By Jorn Madslien, Business reporter, BBC News, Geneva
Good news at the Geneva motor show is tempered by bad news out of the US.
GM hopes its investment of an additional 1.3bn euros in its European Opel/Vauxhall subsidiary will convince European governments to back its remaining funding requirements by guaranteeing loans.
But as GM recalls some 1.3 million models in the US, it seems reluctant to take responsibility for the faulty power steering, as the part in question was produced by a Toyota-owned subsidiary.
GM's willingness to pass the buck could further damage Toyota's image - or it could backfire as the affair turns into a mighty row that could involve the US and Japanese governments as well as their largest automotive groups.
The NHTSA itself had been investigating the problem since 27 January after receiving more than 1,100 complaints, including 14 crashes and one injury.
The recall covers the 2005 to 2010 model year Chevrolet Cobalt, and 2007 to 2010 Pontiac G5 sold in the US.
In addition, it includes the 2005 to 2006 Pontiac Pursuit sold in Canada, and the 2005 to 2006 Pontiac G4 sold in Mexico.

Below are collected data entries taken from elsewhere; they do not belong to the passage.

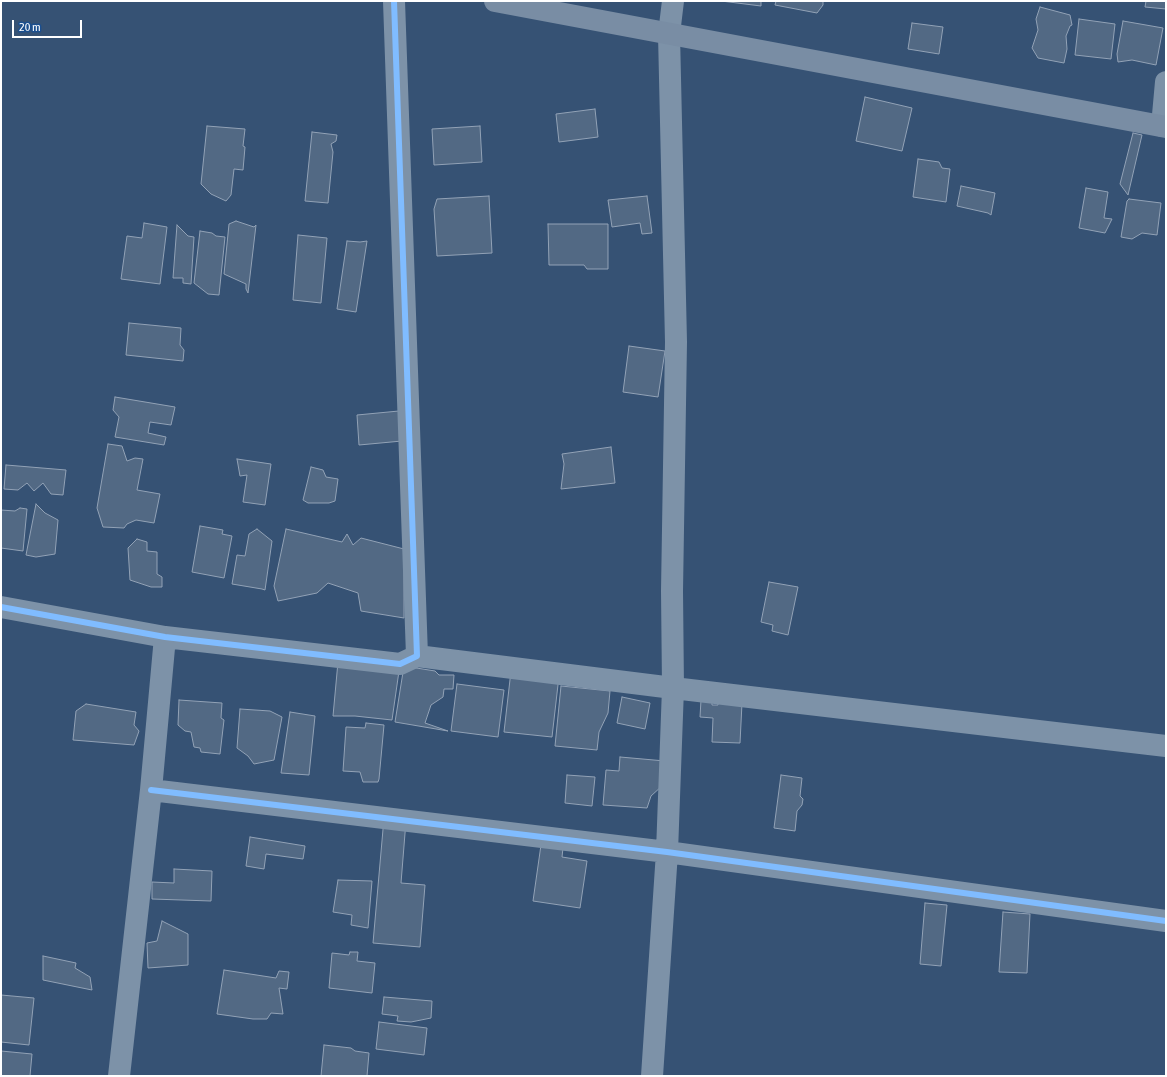 <!DOCTYPE html>
<html>
<head>
<meta charset="utf-8">
<style>
	body { margin:0 }
	#map { position:relative; width:1167px; height:1077px; overflow:hidden; background:#365274; font-family:"Asap Condensed",sans-serif }
	canvas { display:block }
	.frame { position:absolute; inset:0; border:2px solid #fff; pointer-events:none }
	.scale { position:absolute; left:12px; top:20px; width:70px; height:18px; box-sizing:border-box; border:2px solid #fff; border-top:0; padding-left:5px; font-size:12px; line-height:14px; white-space:nowrap; color:#fff; -webkit-text-stroke:3px #1b4f8f; paint-order:stroke }
</style>
</head>
<body>
<div id="map">
<canvas width="1167" height="1077"></canvas>
<div class="frame"></div>
<div class="scale">20 m</div>
</div>
<script>
const g = document.querySelector('canvas').getContext('2d');
g.lineJoin = 'round';
function fillPath(path, color) {
  g.fillStyle = color;
  g.fill(path, 'evenodd');
}
function shape(rows) {
  const path = new Path2D();
  for (const r of rows) {
    path.moveTo(r[0], r[1]);
    for (let i = 2; i < r.length; i += 2) path.lineTo(r[i], r[i + 1]);
  }
  return path;
}
function stroke(path, color, width, dash) {
  g.strokeStyle = color;
  g.lineWidth = width;
  g.lineCap = dash ? 'butt' : 'round';
  g.setLineDash(dash || []);
  g.stroke(path);
}
const building = shape([
	[721,1,761,1,761,6,721,1],
	[776,1,823,1,823,5,817,13,775,5,776,1],
	[1146,1,1166,1,1166,9,1145,7,1146,1],
	[1040,7,1070,15,1072,25,1070,26,1066,36,1067,49,1064,63,1038,58,1032,48,1038,30,1036,19,1040,7],
	[1079,19,1115,24,1111,59,1075,55,1079,19],
	[1123,21,1163,28,1156,65,1132,60,1118,62,1117,54,1123,21],
	[912,23,943,27,939,54,908,49,912,23],
	[865,97,912,108,902,151,856,141,865,97],
	[595,109,598,137,559,142,556,114,595,109],
	[207,126,245,129,243,146,245,147,243,170,234,169,231,195,226,201,211,194,201,184,207,126],
	[480,126,482,162,434,165,432,129,480,126],
	[312,132,337,135,336,141,331,144,333,152,328,203,305,201,312,132],
	[1133,133,1142,135,1128,195,1120,184,1133,133],
	[918,159,939,162,942,168,950,169,946,202,913,197,918,159],
	[961,186,995,193,991,215,988,213,957,206,961,186],
	[1086,188,1108,192,1104,218,1112,219,1105,233,1079,228,1086,188],
	[489,196,492,253,437,256,434,209,437,199,489,196],
	[647,196,652,233,642,234,640,223,612,227,608,200,647,196],
	[1129,199,1161,203,1157,235,1142,233,1132,239,1121,237,1127,201,1129,199],
	[236,221,254,227,256,225,248,293,246,289,246,284,224,274,229,224,236,221],
	[144,223,167,227,160,284,121,279,127,236,142,238,144,223],
	[548,224,608,224,608,269,587,269,584,265,549,265,548,224],
	[177,225,188,236,194,237,191,284,183,283,183,278,173,278,177,225],
	[200,231,212,233,216,236,225,237,219,295,208,294,194,283,200,231],
	[298,235,327,238,321,303,293,300,298,235],
	[347,241,360,242,367,241,356,312,337,309,347,241],
	[129,323,181,328,180,345,184,350,183,361,126,355,129,323],
	[629,346,665,351,658,397,623,392,629,346],
	[115,397,175,407,171,425,150,422,148,433,166,437,164,445,115,437,119,417,113,410,115,397],
	[399,411,402,441,359,445,357,415,399,411],
	[108,444,122,446,127,461,135,458,143,459,137,490,160,494,154,523,136,520,127,524,124,528,103,527,97,508,108,444],
	[611,447,615,483,561,489,564,464,562,454,611,447],
	[237,459,271,464,265,505,243,502,247,475,240,476,237,459],
	[6,465,66,470,63,495,51,494,43,483,34,491,27,483,18,490,4,489,6,465],
	[311,467,323,470,326,477,338,479,335,501,329,503,308,503,303,500,311,467],
	[36,504,45,513,58,520,55,554,36,557,26,555,36,504],
	[20,508,27,509,23,551,1,548,1,510,15,511,20,508],
	[200,526,223,530,222,534,232,536,224,578,192,572,200,526],
	[257,529,272,541,265,590,262,589,232,584,237,555,245,556,249,534,257,529],
	[286,529,342,542,347,534,353,545,361,538,404,549,404,618,361,611,358,593,328,583,317,593,278,601,274,586,286,529],
	[137,539,147,542,147,551,157,552,157,574,162,577,162,587,151,587,130,580,128,548,137,539],
	[769,582,798,587,788,635,772,631,773,625,761,622,769,582],
	[339,651,400,664,392,720,355,716,333,716,339,651],
	[404,666,435,671,439,675,454,675,453,689,444,689,443,697,431,705,425,723,448,731,395,722,404,666],
	[511,671,559,676,552,737,504,732,511,671],
	[457,684,504,690,498,737,451,731,457,684],
	[561,686,610,691,608,713,599,732,597,750,555,746,561,686],
	[622,697,650,703,645,729,617,723,622,697],
	[179,700,222,703,221,718,224,720,220,754,201,752,200,748,194,747,191,732,185,731,178,725,179,700],
	[701,700,712,700,712,705,718,705,718,702,742,703,740,743,712,742,713,718,700,717,701,700],
	[86,704,136,712,134,725,139,731,134,745,73,740,76,711,86,704],
	[240,709,270,711,282,717,274,760,254,764,248,756,237,748,240,709],
	[290,712,315,716,309,775,281,773,290,712],
	[366,723,384,725,379,779,378,782,363,782,360,772,343,771,346,727,365,728,366,723],
	[620,757,665,761,663,785,651,796,647,808,603,805,606,770,619,771,620,757],
	[567,775,595,777,592,806,565,803,567,775],
	[781,775,802,778,800,796,803,799,802,805,797,811,795,831,774,828,781,775],
	[384,818,406,821,401,883,425,885,420,947,373,943,384,818],
	[250,837,305,846,303,859,266,854,264,869,246,866,250,837],
	[541,845,563,848,562,857,587,861,580,908,533,901,541,845],
	[174,869,212,871,211,901,152,899,152,882,174,883,174,869],
	[338,880,372,881,368,928,351,925,352,915,333,912,338,880],
	[925,903,947,905,941,966,920,964,925,903],
	[1003,912,1030,914,1027,973,999,972,1003,912],
	[162,921,188,934,188,965,148,968,147,943,157,941,162,921],
	[350,952,358,952,357,961,375,963,372,993,329,988,332,953,349,955,350,952],
	[43,956,76,963,75,968,90,977,92,990,43,980,43,956],
	[224,970,276,978,279,971,289,972,287,989,279,988,283,1014,271,1013,267,1019,253,1019,217,1014,224,970],
	[1,995,34,998,29,1045,1,1042,1,995],
	[384,997,432,1001,431,1018,411,1022,397,1021,398,1016,382,1014,384,997],
	[379,1022,427,1028,424,1055,376,1049,379,1022],
	[324,1045,351,1048,355,1051,369,1053,367,1076,321,1076,324,1045],
	[1,1051,32,1054,30,1076,1,1076,1,1051]
]);
fillPath(building, '#526984');
stroke(building, '#92a2b6', 1);
stroke(shape([
	[1162,126,1166,82],
	[1,607,165,637,400,664,417,656,394,1],
	[417,656,673,688,672,591,676,342,669,34,673,1],
	[151,790,667,852,1166,921],
	[119,1076,151,790,165,637],
	[652,1076,667,852,673,688,1166,746]
]), '#7d92a8', 22);
stroke(shape([
	[495,1,1166,127]
]), '#798da4', 22);
stroke(shape([
	[1,607,165,637,400,664,417,656,394,1],
	[151,790,667,852,1166,921]
]), '#80bcff', 6);
</script>
</body>
</html>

"After our in-depth investigation, we found that this is a condition that takes time to develop," said GM vice president of quality, Jamie Hresko.
"It tends to occur in older models out of warranty. Recalling these vehicles is the right thing to do for our customers' peace of mind."
The GM recall comes as Toyota is continuing to call back more than eight million cars around the world following accelerator and braking problems.
The Japanese carmaker also said on Tuesday that it is repairing another 1.6 million vehicles in the US and Japan over leaky oil hoses.
The Toyota recalls are still being investigated by US politicians, and three US Toyota bosses are due to appear later before the Senate Committee on Commerce, Science and Transportation.
US Transportation Secretary Ray LaHood has also been called to attend the hearing, as the committee continues to investigate the speed of the recalls and the response of the authorities.
Toyota president Akio Toyoda appeared before a separate congressional committee last week - the House Oversight Committee - to apologise and promise that lessons would be learned.